The SGR is a budgetary construct. It says because we spent more than we planned in one year we’ll make it up in the next, but we don’t let that happen because “making it up” would gut Medicare as we know it and the whole thing would collapse. So then we claim the money we didn’t save that year is now “debt” and gets added on to the amount we have to “save” next year, making it even more impossible to ever make it up with “savings” in future years. So you have an endlessly growing pile of somewhat imaginary “debt” because our seniors are using more healthcare services and the GDP isn’t growing. But since we don’t want to appear to be rationing care or telling our seniors “You’re spending more than you ever paid in, this was supposed to be an insurance program not welfare and you’ll have to play by fiscally responsible rules.”, we keep letting this formula float and keep holding healthcare providers hostage. The OCO funds are equally, if not more so, stupid. The “money” in OCO funds is supposedly the savings from not still being in Iraq, etc. So basically our government is saying because we aren’t spending as much as we thought we would, we’re now saving money! Never mind that trillion dollar plus deficit, we’ve got these savings to spend since we didn’t spend as much on war as planned. That’s like me saying that I planned to spend $50,000 I have to borrow on a new car, but I decided not to buy the car so I have an extra $50,000 lying around to spend! And you wonder why our government is a mess?
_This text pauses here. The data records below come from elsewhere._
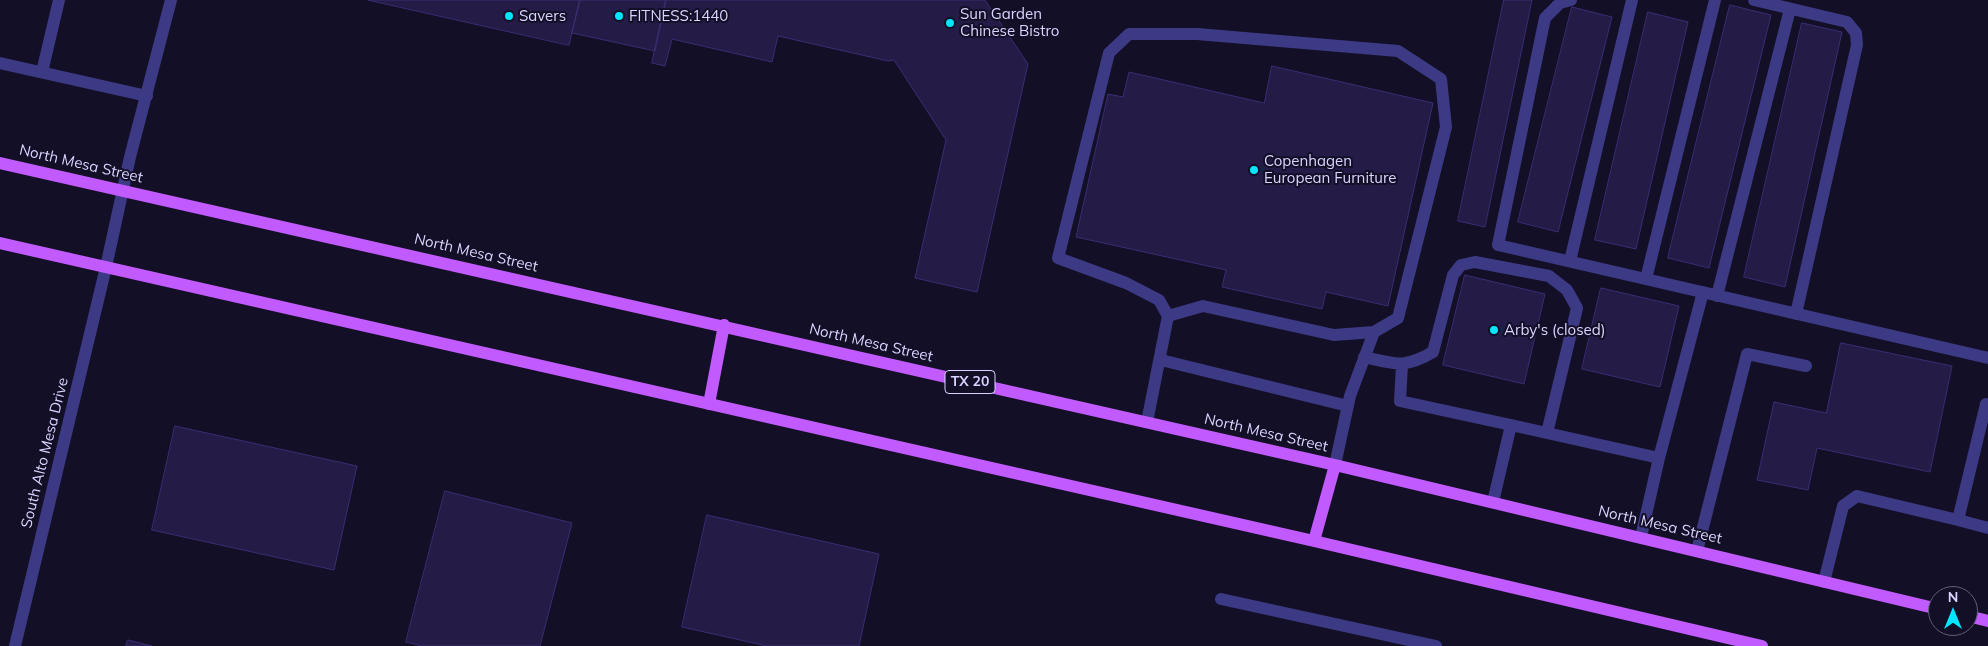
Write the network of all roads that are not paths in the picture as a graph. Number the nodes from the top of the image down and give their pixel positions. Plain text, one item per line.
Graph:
1 (59, 0) edge
2 (171, 0) edge
3 (1571, 0) edge
4 (1632, 0) edge
5 (1715, 0) edge
6 (1754, 0) edge
7 (1790, 8) junction
8 (0, 63) edge
9 (42, 72) junction
10 (146, 96) junction
11 (0, 163) edge
12 (122, 190) junction
13 (0, 243) edge
14 (1570, 261) junction
15 (106, 267) junction
16 (1646, 279) junction
17 (1703, 292) junction
18 (1717, 296) junction
19 (1796, 314) junction
20 (1168, 316) junction
21 (724, 326) junction
22 (1374, 332) junction
23 (1364, 357) junction
24 (1988, 358) edge
25 (1160, 360) junction
26 (1402, 365) junction
27 (1806, 366) dead end
28 (710, 404) junction
29 (1988, 405) edge
30 (1348, 406) junction
31 (1147, 422) junction
32 (1511, 425) junction
33 (1547, 433) junction
34 (1659, 458) junction
35 (1335, 465) junction
36 (1492, 502) junction
37 (1958, 520) junction
38 (1988, 528) edge
39 (1641, 537) junction
40 (1314, 541) junction
41 (1697, 551) junction
42 (1824, 582) junction
43 (1221, 599) dead end
44 (1928, 607) edge
45 (1748, 644) edge
46 (15, 646) edge
47 (1436, 646) edge
48 (1762, 646) edge

1 - 9 street
2 - 10 street, South Alto Mesa Drive
3 - 14 street
4 - 14 street
5 - 16 street
6 - 7 street
7 - 18 street
7 - 19 street
8 - 9 street
9 - 10 street
10 - 12 street, South Alto Mesa Drive
11 - 12 main road, North Mesa Street / TX 20
12 - 15 street, South Alto Mesa Drive
12 - 21 main road, North Mesa Street / TX 20
13 - 15 main road
14 - 16 street
15 - 28 main road
15 - 46 street, South Alto Mesa Drive
16 - 17 street
17 - 18 street
17 - 34 street
18 - 19 street
19 - 24 street
20 - 22 street
20 - 22 street
20 - 25 street
21 - 28 main road
21 - 31 main road, North Mesa Street / TX 20
22 - 23 street
23 - 26 street
23 - 30 street
25 - 30 street
25 - 31 street
26 - 32 street
26 - 33 street
27 - 41 street
28 - 40 main road
29 - 37 street
30 - 35 street
31 - 35 main road, North Mesa Street / TX 20
32 - 33 street
32 - 36 street
33 - 34 street
34 - 39 street
35 - 36 main road, North Mesa Street / TX 20
35 - 40 main road
36 - 39 main road, North Mesa Street / TX 20
37 - 38 street
37 - 42 street
39 - 41 main road, North Mesa Street / TX 20
40 - 45 main road
41 - 42 main road, North Mesa Street / TX 20
42 - 44 main road, North Mesa Street / TX 20
43 - 47 street
45 - 48 main road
The point is, the SGR is just as ridiculous as the OCO funds but with the serious side effect of discouraging doctors and hospitals from treating our seniors, military, and anyone else affected by changes in the SGR payment formula. It’s time to stop letting Congress and the Center for Medicare and Medicaid Services play fast and loose with the future of our healthcare. They need to stop pretending this formula works and get serious about fixing the actual problems driving the increased costs in Medicare. The fixes won’t be politically popular, but the longer we put them off the worse the problem gets and the less likely it is that our seniors and military will be able to have their choice of doctors. You should care about this issue, and you should demand more from the people you elect to represent you. Tell them to fix this and tell them you’ll be watching to make sure they do.